We arrived at the SECC at 3pm and one of the first people we saw was our friend Karen. She told us that the queue for the heart enclosure was just up the hall and that we could still join it. I said that we only had seated tickets and she said they were selling standing tickets now at the box office. We didn't have to think twice, we bought tickets and quickly sold our seated tickets for cost prices to grateful fans.
We joined the very organised heart queue. One of the things I love about the Scottish shows is that they are always well organised and most of the more obsessive fans who are at the front of every queue tend not to get that far north!
We were let into the heart at 6.20pm in an orderly manner. After going in we couldn't go out into the main hall, but there was no need to as there was a merchandise stall, refreshments and toilets just for the heart crowd, absolutely brilliant almost like being VIPs!
The support band was a local band The Cosmic Rough Riders which I enjoyed and who the crowd loved. Then it was U2 and the audience went wild! There was plenty of room to move about and even though we are both small we could easily see everything on stage.
Bono seemed very tired, I think all the physically and even more the emotional and psychological strain of the last few weeks were catching up with him. But he still put all he had left into the show. The crowd were great, you can always feel the special Celtic bond between the audience and U2 when in Scotland. Glasgow was a last minute addition to the tour as well and I think the crowd really appreciated that too.

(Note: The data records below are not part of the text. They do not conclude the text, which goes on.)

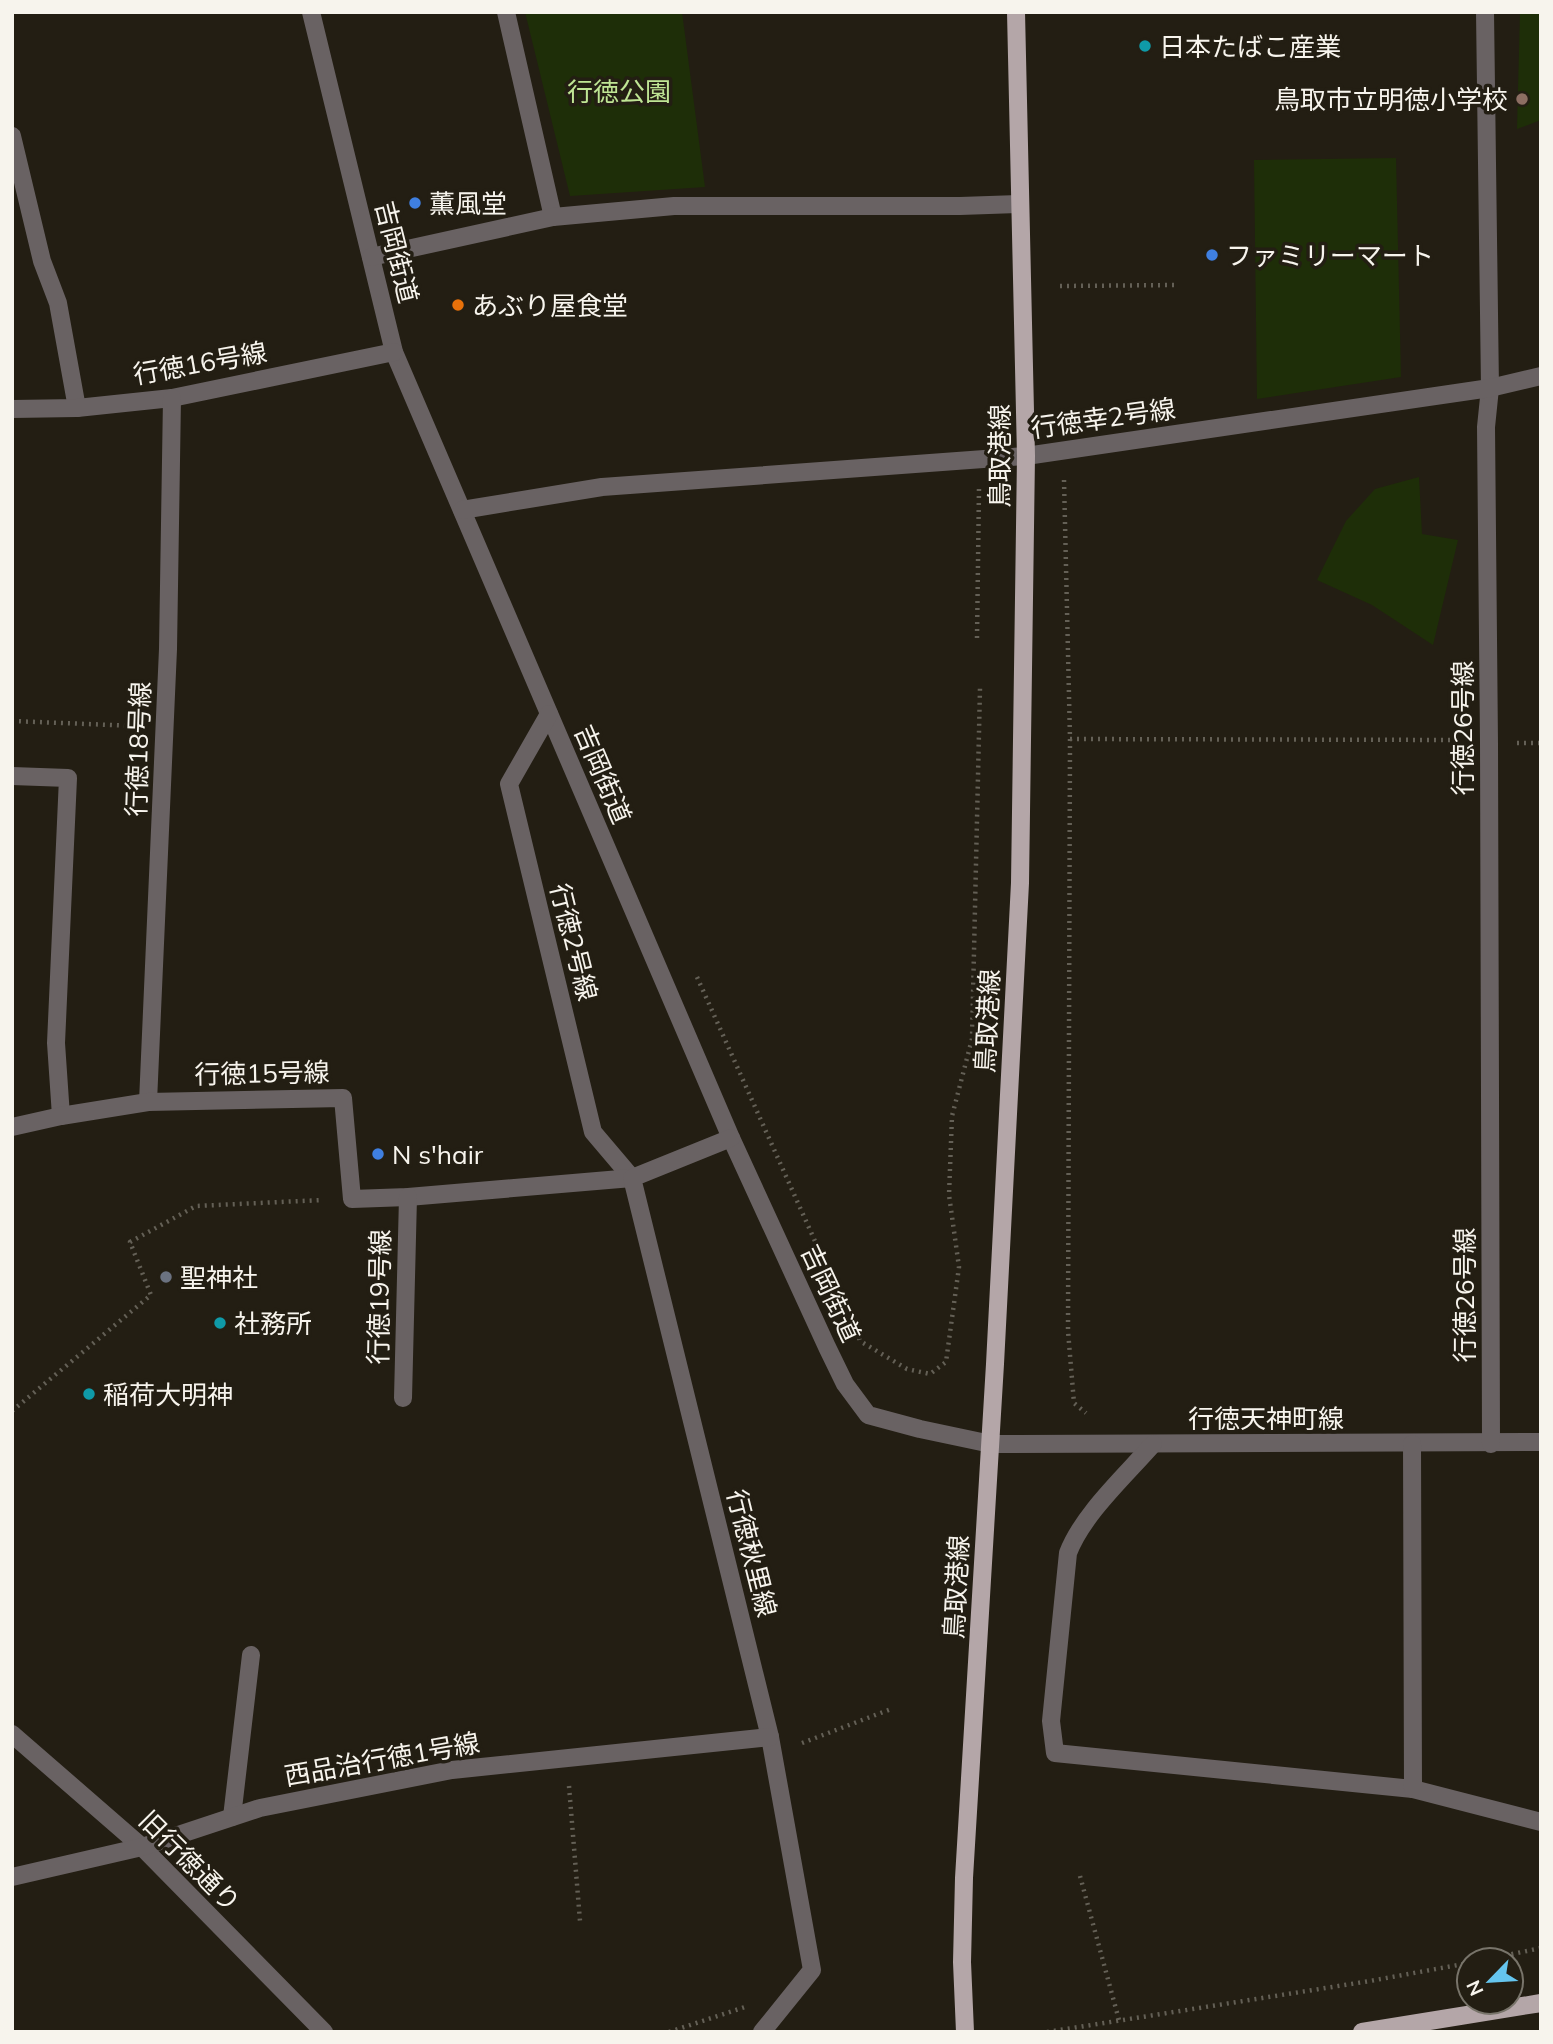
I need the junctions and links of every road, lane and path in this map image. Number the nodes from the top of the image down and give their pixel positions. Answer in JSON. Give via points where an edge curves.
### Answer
{"nodes":[{"id":1,"x":311,"y":12,"type":"edge"},
{"id":2,"x":506,"y":12,"type":"edge"},
{"id":3,"x":1016,"y":12,"type":"edge"},
{"id":4,"x":1485,"y":12,"type":"edge"},
{"id":5,"x":12,"y":136,"type":"edge"},
{"id":6,"x":1019,"y":204,"type":"junction"},
{"id":7,"x":553,"y":217,"type":"junction"},
{"id":8,"x":371,"y":257,"type":"junction"},
{"id":9,"x":1179,"y":285,"type":"dead end"},
{"id":10,"x":1060,"y":286,"type":"dead end"},
{"id":11,"x":394,"y":352,"type":"junction"},
{"id":12,"x":1541,"y":376,"type":"edge"},
{"id":13,"x":1490,"y":388,"type":"junction"},
{"id":14,"x":172,"y":398,"type":"junction"},
{"id":15,"x":77,"y":408,"type":"junction"},
{"id":16,"x":12,"y":409,"type":"edge"},
{"id":17,"x":1064,"y":451,"type":"junction"},
{"id":18,"x":1026,"y":457,"type":"junction"},
{"id":19,"x":979,"y":487,"type":"dead end"},
{"id":20,"x":462,"y":510,"type":"junction"},
{"id":21,"x":977,"y":638,"type":"dead end"},
{"id":22,"x":980,"y":688,"type":"dead end"},
{"id":23,"x":548,"y":714,"type":"junction"},
{"id":24,"x":12,"y":721,"type":"edge"},
{"id":25,"x":165,"y":727,"type":"junction"},
{"id":26,"x":1070,"y":738,"type":"junction"},
{"id":27,"x":1489,"y":743,"type":"junction"},
{"id":28,"x":1541,"y":743,"type":"edge"},
{"id":29,"x":12,"y":776,"type":"edge"},
{"id":30,"x":696,"y":974,"type":"dead end"},
{"id":31,"x":148,"y":1102,"type":"junction"},
{"id":32,"x":61,"y":1116,"type":"junction"},
{"id":33,"x":12,"y":1127,"type":"edge"},
{"id":34,"x":731,"y":1138,"type":"junction"},
{"id":35,"x":632,"y":1178,"type":"junction"},
{"id":36,"x":408,"y":1197,"type":"junction"},
{"id":37,"x":352,"y":1199,"type":"junction"},
{"id":38,"x":403,"y":1398,"type":"dead end"},
{"id":39,"x":12,"y":1411,"type":"edge"},
{"id":40,"x":1094,"y":1419,"type":"dead end"},
{"id":41,"x":1541,"y":1442,"type":"edge"},
{"id":42,"x":991,"y":1444,"type":"junction"},
{"id":43,"x":1153,"y":1444,"type":"junction"},
{"id":44,"x":1412,"y":1444,"type":"junction"},
{"id":45,"x":1491,"y":1444,"type":"junction"},
{"id":46,"x":251,"y":1655,"type":"dead end"},
{"id":47,"x":891,"y":1709,"type":"dead end"},
{"id":48,"x":12,"y":1734,"type":"edge"},
{"id":49,"x":770,"y":1737,"type":"junction"},
{"id":50,"x":802,"y":1743,"type":"dead end"},
{"id":51,"x":567,"y":1758,"type":"junction"},
{"id":52,"x":1413,"y":1789,"type":"junction"},
{"id":53,"x":232,"y":1817,"type":"junction"},
{"id":54,"x":1541,"y":1822,"type":"edge"},
{"id":55,"x":142,"y":1847,"type":"junction"},
{"id":56,"x":1080,"y":1876,"type":"dead end"},
{"id":57,"x":12,"y":1877,"type":"edge"},
{"id":58,"x":580,"y":1921,"type":"dead end"},
{"id":59,"x":1455,"y":1966,"type":"edge"},
{"id":60,"x":1541,"y":2003,"type":"edge"},
{"id":61,"x":745,"y":2007,"type":"dead end"},
{"id":62,"x":1119,"y":2020,"type":"junction"},
{"id":63,"x":324,"y":2032,"type":"edge"},
{"id":64,"x":669,"y":2032,"type":"edge"},
{"id":65,"x":762,"y":2032,"type":"edge"},
{"id":66,"x":965,"y":2032,"type":"edge"},
{"id":67,"x":1047,"y":2032,"type":"edge"},
{"id":68,"x":1362,"y":2032,"type":"edge"}],
"edges":[{"from":1,"to":8,"type":"street","name":"吉岡街道"},
{"from":2,"to":7,"type":"street"},
{"from":3,"to":6,"type":"main road","name":"鳥取港線"},
{"from":4,"to":13,"type":"street","name":"行徳26号線"},
{"from":5,"to":15,"type":"street","via":[[42,261],[58,303]]},
{"from":6,"to":7,"type":"street","via":[[674,206]]},
{"from":6,"to":18,"type":"main road","name":"鳥取港線"},
{"from":7,"to":8,"type":"street"},
{"from":8,"to":11,"type":"street","name":"吉岡街道"},
{"from":9,"to":10,"type":"path"},
{"from":11,"to":14,"type":"street","name":"行徳16号線"},
{"from":11,"to":20,"type":"street","name":"吉岡街道"},
{"from":12,"to":13,"type":"street","name":"行徳幸2号線"},
{"from":13,"to":17,"type":"street","name":"行徳幸2号線"},
{"from":13,"to":27,"type":"street","name":"行徳26号線","via":[[1486,427]]},
{"from":14,"to":15,"type":"street","name":"行徳16号線"},
{"from":14,"to":25,"type":"street","name":"行徳18号線"},
{"from":15,"to":16,"type":"street","name":"行徳16号線"},
{"from":17,"to":18,"type":"street","name":"行徳幸2号線"},
{"from":17,"to":26,"type":"path"},
{"from":18,"to":20,"type":"street","name":"行徳幸2号線","via":[[601,487]]},
{"from":18,"to":42,"type":"main road","name":"鳥取港線","via":[[1020,883]]},
{"from":19,"to":21,"type":"path"},
{"from":20,"to":23,"type":"street","name":"吉岡街道"},
{"from":22,"to":30,"type":"path","via":[[972,1040],[951,1129],[949,1195],[959,1267],[946,1362],[930,1374],[907,1369],[860,1341]]},
{"from":23,"to":34,"type":"street","name":"吉岡街道"},
{"from":23,"to":35,"type":"street","name":"行徳2号線","via":[[509,784],[593,1132]]},
{"from":24,"to":25,"type":"path"},
{"from":25,"to":31,"type":"street","name":"行徳18号線"},
{"from":26,"to":27,"type":"path"},
{"from":26,"to":40,"type":"path","via":[[1068,1331],[1073,1403]]},
{"from":27,"to":28,"type":"path"},
{"from":27,"to":45,"type":"street","name":"行徳26号線"},
{"from":29,"to":32,"type":"street","via":[[68,778],[55,1042]]},
{"from":31,"to":32,"type":"street","name":"行徳15号線"},
{"from":31,"to":37,"type":"street","name":"行徳15号線","via":[[342,1098]]},
{"from":32,"to":33,"type":"street","name":"行徳15号線"},
{"from":34,"to":35,"type":"street"},
{"from":34,"to":42,"type":"street","name":"吉岡街道","via":[[845,1384],[868,1415]]},
{"from":35,"to":36,"type":"street"},
{"from":35,"to":49,"type":"street","name":"行徳秋里線"},
{"from":36,"to":37,"type":"street"},
{"from":36,"to":38,"type":"street","name":"行徳19号線"},
{"from":37,"to":39,"type":"path","via":[[196,1206],[130,1242],[151,1295]]},
{"from":41,"to":45,"type":"street","name":"行徳天神町線"},
{"from":42,"to":43,"type":"street","name":"行徳天神町線"},
{"from":42,"to":66,"type":"main road","name":"鳥取港線","via":[[964,1889]]},
{"from":43,"to":44,"type":"street","name":"行徳天神町線"},
{"from":43,"to":52,"type":"street","via":[[1086,1520],[1068,1553],[1051,1721],[1055,1753]]},
{"from":44,"to":45,"type":"street","name":"行徳天神町線"},
{"from":44,"to":52,"type":"street"},
{"from":46,"to":53,"type":"street"},
{"from":47,"to":50,"type":"path"},
{"from":48,"to":55,"type":"street","name":"旧行徳通り"},
{"from":49,"to":51,"type":"street","name":"西品治行徳1号線"},
{"from":49,"to":65,"type":"street","name":"行徳秋里線","via":[[812,1970]]},
{"from":51,"to":53,"type":"street","name":"西品治行徳1号線","via":[[452,1770]]},
{"from":51,"to":58,"type":"path"},
{"from":52,"to":54,"type":"street"},
{"from":53,"to":55,"type":"street","name":"西品治行徳1号線"},
{"from":55,"to":57,"type":"street","name":"西品治行徳1号線"},
{"from":55,"to":63,"type":"street","name":"旧行徳通り"},
{"from":56,"to":62,"type":"path"},
{"from":59,"to":62,"type":"path"},
{"from":60,"to":68,"type":"main road"},
{"from":61,"to":64,"type":"path"},
{"from":62,"to":67,"type":"path"}]}
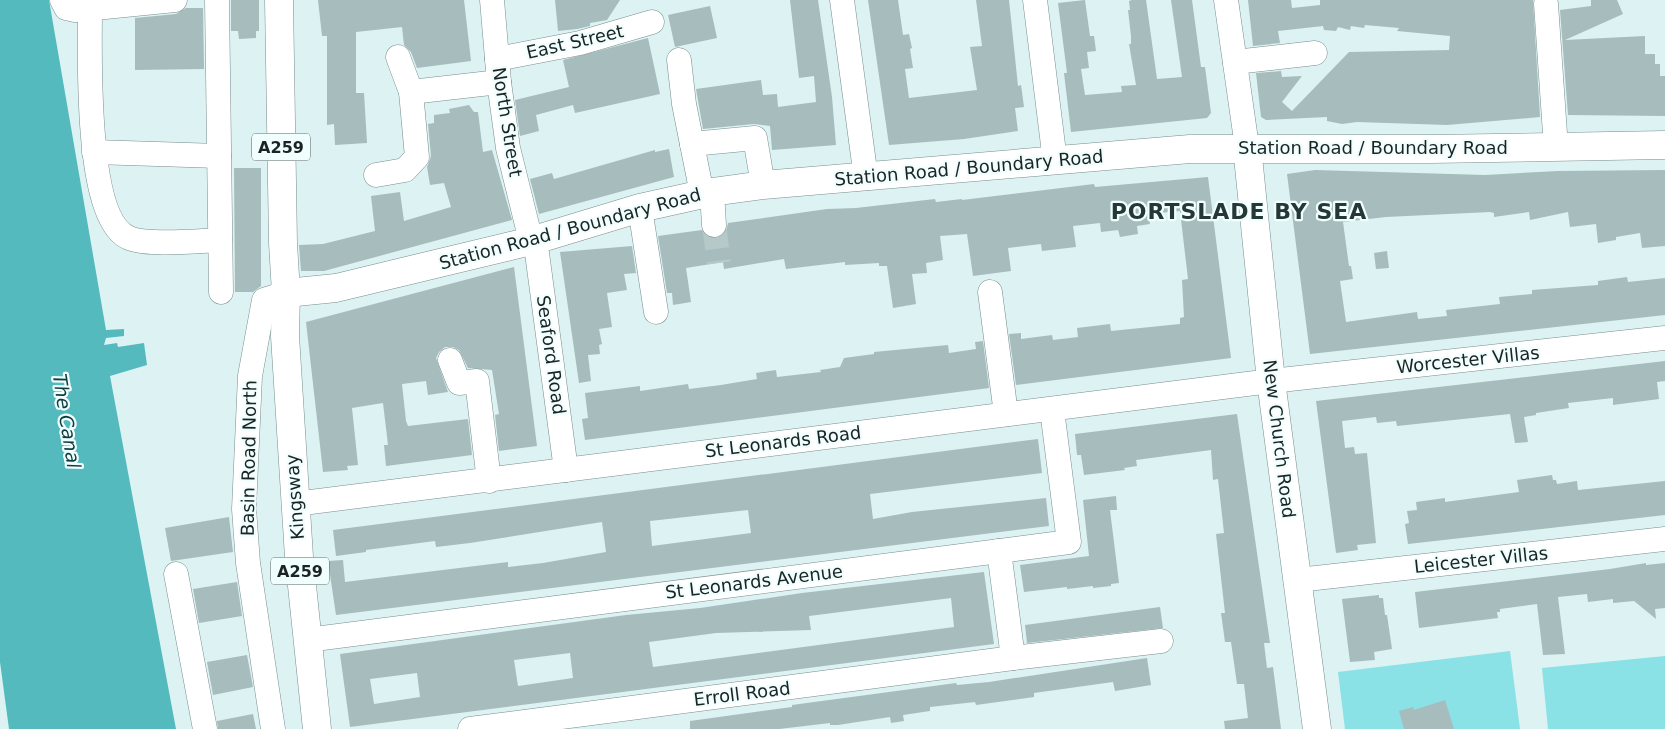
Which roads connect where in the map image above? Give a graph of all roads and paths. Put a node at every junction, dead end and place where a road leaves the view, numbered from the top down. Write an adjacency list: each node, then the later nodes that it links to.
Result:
1 (62, 0): 10 (street)
2 (175, 0): 10 (street)
3 (218, 0): 24 (street)
4 (279, 0): 36 (main road, A259)
5 (492, 0): 14 (street, North Street)
6 (842, 0): 27 (street)
7 (1035, 0): 25 (street)
8 (1226, 0): 16 (street)
9 (1546, 4): 22 (street)
10 (90, 9): 23 (street)
11 (652, 22): 14 (street, East Street)
12 (1314, 53): 16 (street)
13 (398, 57): 18 (street)
14 (497, 59): 17 (street, North Street)
15 (679, 60): 19 (street)
16 (1235, 62): 21 (street)
17 (499, 82): 18 (street); 33 (street, North Street)
18 (411, 92): 26 (street)
19 (692, 144): 28 (street); 29 (street)
20 (1665, 145): 22 (main road, Station Road / Boundary Road)
21 (1247, 147): 22 (main road, Station Road / Boundary Road); 25 (main road, Station Road / Boundary Road); 40 (main road, New Church Road)
22 (1556, 148)
23 (94, 152): 24 (street); 32 (street)
24 (219, 156): 32 (street)
25 (1054, 161): 27 (main road, Station Road / Boundary Road)
26 (376, 175)
27 (866, 178): 28 (main road, Station Road / Boundary Road)
28 (763, 185): 29 (main road, Station Road / Boundary Road)
29 (707, 193): 30 (main road, Station Road / Boundary Road); 31 (street)
30 (640, 208): 33 (main road, Station Road / Boundary Road); 37 (street)
31 (714, 225)
32 (220, 240): 34 (street)
33 (531, 241): 36 (main road, Station Road / Boundary Road); 43 (street, Seaford Road)
34 (221, 292)
35 (990, 292): 42 (street)
36 (286, 293): 45 (main road, Kingsway / A259); 54 (street, Basin Road North)
37 (656, 312)
38 (1665, 338): 40 (street, Worcester Villas)
39 (450, 360): 44 (street)
40 (1271, 381): 41 (street, St Leonards Road); 49 (main road, New Church Road)
41 (1052, 410): 42 (street, St Leonards Road); 47 (street, St Leonards Avenue)
42 (1006, 414): 43 (street, St Leonards Road)
43 (566, 470): 44 (street, St Leonards Road)
44 (489, 480): 45 (street, St Leonards Road)
45 (296, 504): 50 (main road, Kingsway / A259)
46 (1665, 540): 49 (street, Leicester Villas)
47 (1000, 551): 50 (street, St Leonards Avenue); 52 (street)
48 (176, 574): 53 (street)
49 (1298, 580): 57 (main road, New Church Road)
50 (307, 640): 55 (main road, Kingsway / A259)
51 (1161, 641): 52 (street, Erroll Road)
52 (1013, 658): 56 (street, Erroll Road)
53 (205, 729)
54 (273, 729)
55 (317, 729)
56 (470, 729)
57 (1317, 729)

It was quite a short show, no New York or In A Little While. The song that really got to me that night was With Or Without You. Bono said, "This is for my dad - and this is for you" to us. Later he said that the audiences at shows during that time helped him get through those difficult personal times, and by singing that song at Glasgow he was telling us that. It was a very emotional performance and there were quite a lot of tearful people in the crowd including me.
Mysterious Ways was special that night, it wasn't playful and earthy like in London, it was spiritual, that's the only way I can describe it. Bono totally lost himself in the music. He had said earlier in the tour that music is magic, well we saw a bit of that magic in Glasgow that night.
It's always a bit sad at the end of the last U2 show you are going to see on tour. This UK leg of Elevation had been very special because of the illness and death of Bono's father. I was quite emotional myself and related a lot to Bono, because my mother too was terminally ill at the time and died a few months after his father.
Bono shared stories about his dad with us and gave us an insight into what he was like, and it struck me that in many ways Bono was very like him. All this created an intimacy about these shows, a closeness, as we supported Bono emotionally as he poured his heart out to us in each show. It could only happen at a U2 show and I feel really privileged to have been part of it all, they were truly special times that I will never forget.